Em suma, conclui-se, com base exclusivamente na lei, que o aluno do curso técnico pode ser aprendiz se estiver dentro da idade legal.

 

Além disso, nada impede que uma pessoa com formação de nível superior faça um curso de nível básico ou técnico, pois ela tem os conhecimentos mínimos necessários. Ou seja, a escolaridade não define a qualidade ou profundidade de um curso, mas tão somente o mínimo de aptidões cognitivas necessárias para a aquisição de determinadas competências.

Uma outra particularidade importante é que os cursos de nível básico possuem maior grau de liberdade de organização curricular, podendo se adaptar facilmente às demandas do setor produtivo. Sendo assim, seria possível criar cursos de nível básico tão competentes quanto os de nível técnico, pois esses possuem uma regulamentação curricular pré-determinada.

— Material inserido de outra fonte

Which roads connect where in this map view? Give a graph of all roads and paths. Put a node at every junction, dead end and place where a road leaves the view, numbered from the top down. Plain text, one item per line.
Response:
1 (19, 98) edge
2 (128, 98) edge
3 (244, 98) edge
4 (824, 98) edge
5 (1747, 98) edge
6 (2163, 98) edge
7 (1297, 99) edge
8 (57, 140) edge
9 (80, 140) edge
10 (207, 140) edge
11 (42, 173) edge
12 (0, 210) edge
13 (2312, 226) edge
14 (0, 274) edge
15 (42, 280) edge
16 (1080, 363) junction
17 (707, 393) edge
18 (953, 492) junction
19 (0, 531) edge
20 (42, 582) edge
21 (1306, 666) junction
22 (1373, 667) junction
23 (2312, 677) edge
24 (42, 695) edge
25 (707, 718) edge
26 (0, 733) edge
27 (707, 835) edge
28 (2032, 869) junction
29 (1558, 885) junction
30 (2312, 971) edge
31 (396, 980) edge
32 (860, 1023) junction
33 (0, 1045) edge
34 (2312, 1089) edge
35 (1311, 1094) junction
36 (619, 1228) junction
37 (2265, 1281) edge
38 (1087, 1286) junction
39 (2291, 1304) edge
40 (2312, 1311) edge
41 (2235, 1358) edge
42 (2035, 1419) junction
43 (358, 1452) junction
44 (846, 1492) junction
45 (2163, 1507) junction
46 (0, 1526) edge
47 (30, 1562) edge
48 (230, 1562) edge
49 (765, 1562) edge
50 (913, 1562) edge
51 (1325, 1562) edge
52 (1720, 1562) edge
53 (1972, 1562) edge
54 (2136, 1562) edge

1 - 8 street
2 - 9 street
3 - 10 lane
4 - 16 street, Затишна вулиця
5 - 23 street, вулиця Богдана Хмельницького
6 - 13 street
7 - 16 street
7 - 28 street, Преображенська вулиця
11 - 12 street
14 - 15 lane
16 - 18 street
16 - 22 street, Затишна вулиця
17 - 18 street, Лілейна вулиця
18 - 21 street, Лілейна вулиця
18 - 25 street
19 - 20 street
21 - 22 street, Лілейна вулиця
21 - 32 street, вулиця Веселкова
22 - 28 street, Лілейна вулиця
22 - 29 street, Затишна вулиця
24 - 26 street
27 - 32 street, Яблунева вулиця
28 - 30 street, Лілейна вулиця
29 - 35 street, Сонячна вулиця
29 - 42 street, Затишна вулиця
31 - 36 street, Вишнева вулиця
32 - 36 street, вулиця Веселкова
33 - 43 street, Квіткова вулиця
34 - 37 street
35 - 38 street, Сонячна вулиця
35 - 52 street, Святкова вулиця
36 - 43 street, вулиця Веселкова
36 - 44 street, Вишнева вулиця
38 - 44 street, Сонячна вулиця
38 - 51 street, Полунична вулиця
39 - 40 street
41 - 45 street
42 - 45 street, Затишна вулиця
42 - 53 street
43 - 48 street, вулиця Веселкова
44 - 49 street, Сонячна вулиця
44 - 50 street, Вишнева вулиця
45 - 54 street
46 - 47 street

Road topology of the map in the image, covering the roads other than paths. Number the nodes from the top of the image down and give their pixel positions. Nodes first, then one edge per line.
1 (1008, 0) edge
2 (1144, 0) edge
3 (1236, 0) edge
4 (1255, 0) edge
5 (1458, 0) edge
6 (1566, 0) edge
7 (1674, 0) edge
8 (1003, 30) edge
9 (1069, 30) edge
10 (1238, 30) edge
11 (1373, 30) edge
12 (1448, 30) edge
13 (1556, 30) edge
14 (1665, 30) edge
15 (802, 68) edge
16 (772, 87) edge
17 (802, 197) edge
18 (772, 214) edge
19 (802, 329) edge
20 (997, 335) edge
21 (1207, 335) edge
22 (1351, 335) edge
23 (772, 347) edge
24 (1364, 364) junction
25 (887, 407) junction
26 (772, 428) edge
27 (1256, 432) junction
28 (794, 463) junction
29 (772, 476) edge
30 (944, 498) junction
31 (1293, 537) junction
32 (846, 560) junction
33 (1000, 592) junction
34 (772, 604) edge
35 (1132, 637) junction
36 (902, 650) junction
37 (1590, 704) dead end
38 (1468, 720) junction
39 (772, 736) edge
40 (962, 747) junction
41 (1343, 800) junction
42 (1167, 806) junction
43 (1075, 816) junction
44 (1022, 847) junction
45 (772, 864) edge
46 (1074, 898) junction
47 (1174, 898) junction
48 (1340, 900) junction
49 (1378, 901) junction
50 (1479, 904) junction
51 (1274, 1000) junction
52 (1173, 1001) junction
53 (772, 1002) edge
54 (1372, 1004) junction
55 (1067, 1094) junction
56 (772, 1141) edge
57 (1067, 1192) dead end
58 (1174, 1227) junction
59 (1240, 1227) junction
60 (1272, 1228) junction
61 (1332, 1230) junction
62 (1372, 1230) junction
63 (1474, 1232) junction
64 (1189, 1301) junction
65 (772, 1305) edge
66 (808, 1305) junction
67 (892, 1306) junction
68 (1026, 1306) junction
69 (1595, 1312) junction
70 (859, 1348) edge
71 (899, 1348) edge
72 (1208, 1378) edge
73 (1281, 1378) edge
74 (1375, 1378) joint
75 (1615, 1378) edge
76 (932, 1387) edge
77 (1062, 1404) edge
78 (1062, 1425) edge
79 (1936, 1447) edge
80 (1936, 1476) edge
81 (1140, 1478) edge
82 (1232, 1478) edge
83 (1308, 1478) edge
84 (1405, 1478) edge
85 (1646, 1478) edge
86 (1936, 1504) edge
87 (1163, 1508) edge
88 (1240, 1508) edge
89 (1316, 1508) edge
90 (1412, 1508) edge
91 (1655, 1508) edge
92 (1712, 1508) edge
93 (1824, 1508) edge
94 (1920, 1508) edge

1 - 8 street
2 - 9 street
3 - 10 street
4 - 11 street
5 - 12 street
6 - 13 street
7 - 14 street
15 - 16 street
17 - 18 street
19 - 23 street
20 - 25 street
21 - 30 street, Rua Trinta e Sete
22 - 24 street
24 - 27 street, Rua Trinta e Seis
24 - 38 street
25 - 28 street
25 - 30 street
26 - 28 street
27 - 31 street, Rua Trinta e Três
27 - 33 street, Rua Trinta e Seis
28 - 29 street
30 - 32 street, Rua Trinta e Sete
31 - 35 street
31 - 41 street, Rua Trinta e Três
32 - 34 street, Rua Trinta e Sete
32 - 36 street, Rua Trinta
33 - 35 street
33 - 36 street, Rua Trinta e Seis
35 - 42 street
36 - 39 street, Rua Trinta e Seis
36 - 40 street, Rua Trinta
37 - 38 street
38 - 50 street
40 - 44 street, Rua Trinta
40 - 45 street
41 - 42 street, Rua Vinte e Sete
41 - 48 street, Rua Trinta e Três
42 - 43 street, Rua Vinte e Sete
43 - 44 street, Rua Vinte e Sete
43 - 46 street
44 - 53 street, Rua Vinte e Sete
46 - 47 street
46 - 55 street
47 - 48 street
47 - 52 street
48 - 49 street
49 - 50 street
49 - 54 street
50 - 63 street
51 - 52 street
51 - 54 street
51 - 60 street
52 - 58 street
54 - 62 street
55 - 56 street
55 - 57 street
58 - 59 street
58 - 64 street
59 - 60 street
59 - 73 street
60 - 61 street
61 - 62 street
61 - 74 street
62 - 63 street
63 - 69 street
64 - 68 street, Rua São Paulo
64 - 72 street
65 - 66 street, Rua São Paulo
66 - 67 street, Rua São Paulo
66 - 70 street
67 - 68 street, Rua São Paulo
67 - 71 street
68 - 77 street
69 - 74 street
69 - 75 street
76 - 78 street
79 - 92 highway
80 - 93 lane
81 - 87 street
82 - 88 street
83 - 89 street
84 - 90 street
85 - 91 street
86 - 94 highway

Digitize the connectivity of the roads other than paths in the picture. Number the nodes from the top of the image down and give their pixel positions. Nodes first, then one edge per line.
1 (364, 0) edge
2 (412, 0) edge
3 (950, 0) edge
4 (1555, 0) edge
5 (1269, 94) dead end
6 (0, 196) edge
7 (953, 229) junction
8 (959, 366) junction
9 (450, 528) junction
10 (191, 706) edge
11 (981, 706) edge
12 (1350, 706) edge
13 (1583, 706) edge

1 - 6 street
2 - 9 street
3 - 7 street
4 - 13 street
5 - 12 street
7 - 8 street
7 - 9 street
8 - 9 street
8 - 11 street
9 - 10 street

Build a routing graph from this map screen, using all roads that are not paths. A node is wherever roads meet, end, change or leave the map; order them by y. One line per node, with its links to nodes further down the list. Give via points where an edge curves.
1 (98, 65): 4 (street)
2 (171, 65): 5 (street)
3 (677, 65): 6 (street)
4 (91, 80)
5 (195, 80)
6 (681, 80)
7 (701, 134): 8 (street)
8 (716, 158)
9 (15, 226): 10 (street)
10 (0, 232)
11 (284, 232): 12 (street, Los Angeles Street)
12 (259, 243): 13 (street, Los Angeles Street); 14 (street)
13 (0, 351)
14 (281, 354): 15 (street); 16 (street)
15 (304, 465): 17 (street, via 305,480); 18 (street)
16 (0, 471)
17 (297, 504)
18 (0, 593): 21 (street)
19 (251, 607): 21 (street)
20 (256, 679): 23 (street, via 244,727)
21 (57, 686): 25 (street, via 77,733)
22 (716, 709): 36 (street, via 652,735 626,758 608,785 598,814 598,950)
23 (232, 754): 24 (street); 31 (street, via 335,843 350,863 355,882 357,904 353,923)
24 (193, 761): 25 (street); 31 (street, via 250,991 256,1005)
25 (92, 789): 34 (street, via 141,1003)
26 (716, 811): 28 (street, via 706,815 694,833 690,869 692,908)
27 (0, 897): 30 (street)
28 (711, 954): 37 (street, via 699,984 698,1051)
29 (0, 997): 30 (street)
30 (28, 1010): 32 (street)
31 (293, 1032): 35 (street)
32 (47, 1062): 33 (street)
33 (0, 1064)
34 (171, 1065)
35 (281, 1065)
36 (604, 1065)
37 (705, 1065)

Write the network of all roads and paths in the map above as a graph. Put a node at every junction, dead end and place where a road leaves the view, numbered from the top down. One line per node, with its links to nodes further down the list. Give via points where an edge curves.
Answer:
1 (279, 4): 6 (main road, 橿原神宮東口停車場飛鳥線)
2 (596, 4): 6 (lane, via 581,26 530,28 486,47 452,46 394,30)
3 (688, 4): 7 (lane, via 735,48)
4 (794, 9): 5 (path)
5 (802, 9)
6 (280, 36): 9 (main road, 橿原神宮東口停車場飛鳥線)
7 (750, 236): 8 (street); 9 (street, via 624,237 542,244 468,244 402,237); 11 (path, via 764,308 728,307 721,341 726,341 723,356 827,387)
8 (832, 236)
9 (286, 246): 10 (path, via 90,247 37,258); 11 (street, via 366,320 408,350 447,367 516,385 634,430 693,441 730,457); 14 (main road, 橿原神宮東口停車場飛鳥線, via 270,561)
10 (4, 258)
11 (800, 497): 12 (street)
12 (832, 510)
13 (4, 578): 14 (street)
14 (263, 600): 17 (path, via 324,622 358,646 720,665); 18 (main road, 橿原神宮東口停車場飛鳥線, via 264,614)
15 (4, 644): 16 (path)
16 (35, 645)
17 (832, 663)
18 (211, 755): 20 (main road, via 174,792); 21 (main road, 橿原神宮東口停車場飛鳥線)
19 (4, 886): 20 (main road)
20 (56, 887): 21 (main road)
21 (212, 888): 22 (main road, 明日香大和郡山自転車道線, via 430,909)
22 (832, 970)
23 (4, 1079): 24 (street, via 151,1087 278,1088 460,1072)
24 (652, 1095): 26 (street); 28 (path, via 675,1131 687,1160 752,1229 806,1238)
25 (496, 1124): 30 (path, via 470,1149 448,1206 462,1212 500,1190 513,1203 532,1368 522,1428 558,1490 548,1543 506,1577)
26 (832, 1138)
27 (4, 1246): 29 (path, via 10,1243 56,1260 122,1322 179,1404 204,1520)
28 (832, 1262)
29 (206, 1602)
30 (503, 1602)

Como então se pode negar a um jovem de um curso técnico a possibilidade de ser aprendiz se a formação profissional a que ele está sujeito tem a mesma qualidade da ministrada nos cursos de aprendizagem? Efetivamente, não se pode separar esses dois modelos de educação profissional sem beneficiar um e prejudicar outro, no que diz respeito à contratação do jovem como aprendiz.

 

Frisa-se que não se quer desprivilegiar cursos mais simples que existem e que também são compatíveis com a formação de nível básico. Sempre se terá demanda para ambos, e não se pode excluir por excluir, como se a classificação dos níveis de  educação profissional fosse excludente. Pelo contrário, a riqueza que ela oferece de opções é que possibilita olhar os cursos técnicos como um instrumento a mais para beneficiar os jovens desse país.

 

Referências :

 

1.      Constituição Federal, art. 7º, inciso XXXIII, e art. 227, § 3º, inciso II;

2.      Consolidação das Leis do Trabalho,  Capítulo IV do Título III da CLT.. alterado pela Lei 10.097/2000.

3.      Decreto-lei 4048 de 22 de janeiro de 1942 - Cria o Serviço Nacional de Aprendizagem dos Industriários SENAI

4.      Decreto-lei n.º 8.621, de 10/01/46 – Dispõe sobre a criação do SENAC.

5.      Decreto lei n.º 8.622, de 10/01/46 – Dispõe sobre o aprendizado dos comerciários.

6.      Lei n.º 8.069, de 13/07/90, arts. 60/65 – Dispõe sobre o estatuto da criança e do adolescente.

7.      Lei nº 8.706, de 14 de setembro de 1993 – Dispõe sobre a criação do Serviço Social do Transporte (Sest) e do Serviço Nacional de Aprendizagem do Transporte (SENAT).

8.      Lei 8315 de 23 de dezembro de 1991 – Cria o Serviço Nacional de Aprendizagem Rural (SENAR) nos termos do art. 62 do Ato das Disposições Constitucionais Transitórias

9.       Medida Provisória no 2.168-40, de 24 de agosto de 2001 - autoriza a criação do Serviço Nacional de Aprendizagem do Cooperativismo - SESCOOP Decreto n° 1.007, de 13 de dezembro de 1993 – Dispõe sobre as contribuições compulsórias devidas ao Serviço Social do Transporte (Sest) e ao Serviço Nacional de Aprendizagem do Transporte (Senat) e dá outras providências.

10.  Decreto Presidencial n.º 2.208, de 17 de abril de 1997 - regulamenta o § 2º do art.36 e os arts. 39 a 42 da Lei n.º 9.394, de 20 de dezembro de 1996, que estabelece as diretrizes e bases da educação nacional.

11.  Portaria do Ministério da Educação e Desporto n.º 646, de 14 de maio de 1997 – regulamenta a implantação do disposto nos artigos 39 a 42 da Lei n.º 9394/1996 e dá outras providências

12.  Portaria da Secretaria de Inspeção do Trabalho n.° 20, de 13 de setembro de 2001 – dispõe sobre as atividades proibidas a menores de 18 anos.

13.  Portaria do Ministério do Trabalho e Emprego nº 702, de 18 de dezembro de 2001 – dispõe sobre normas para avaliação da competência das entidades sem fins lucrativos que tenham por objetivo a assistência ao adolescente e a educação profissional.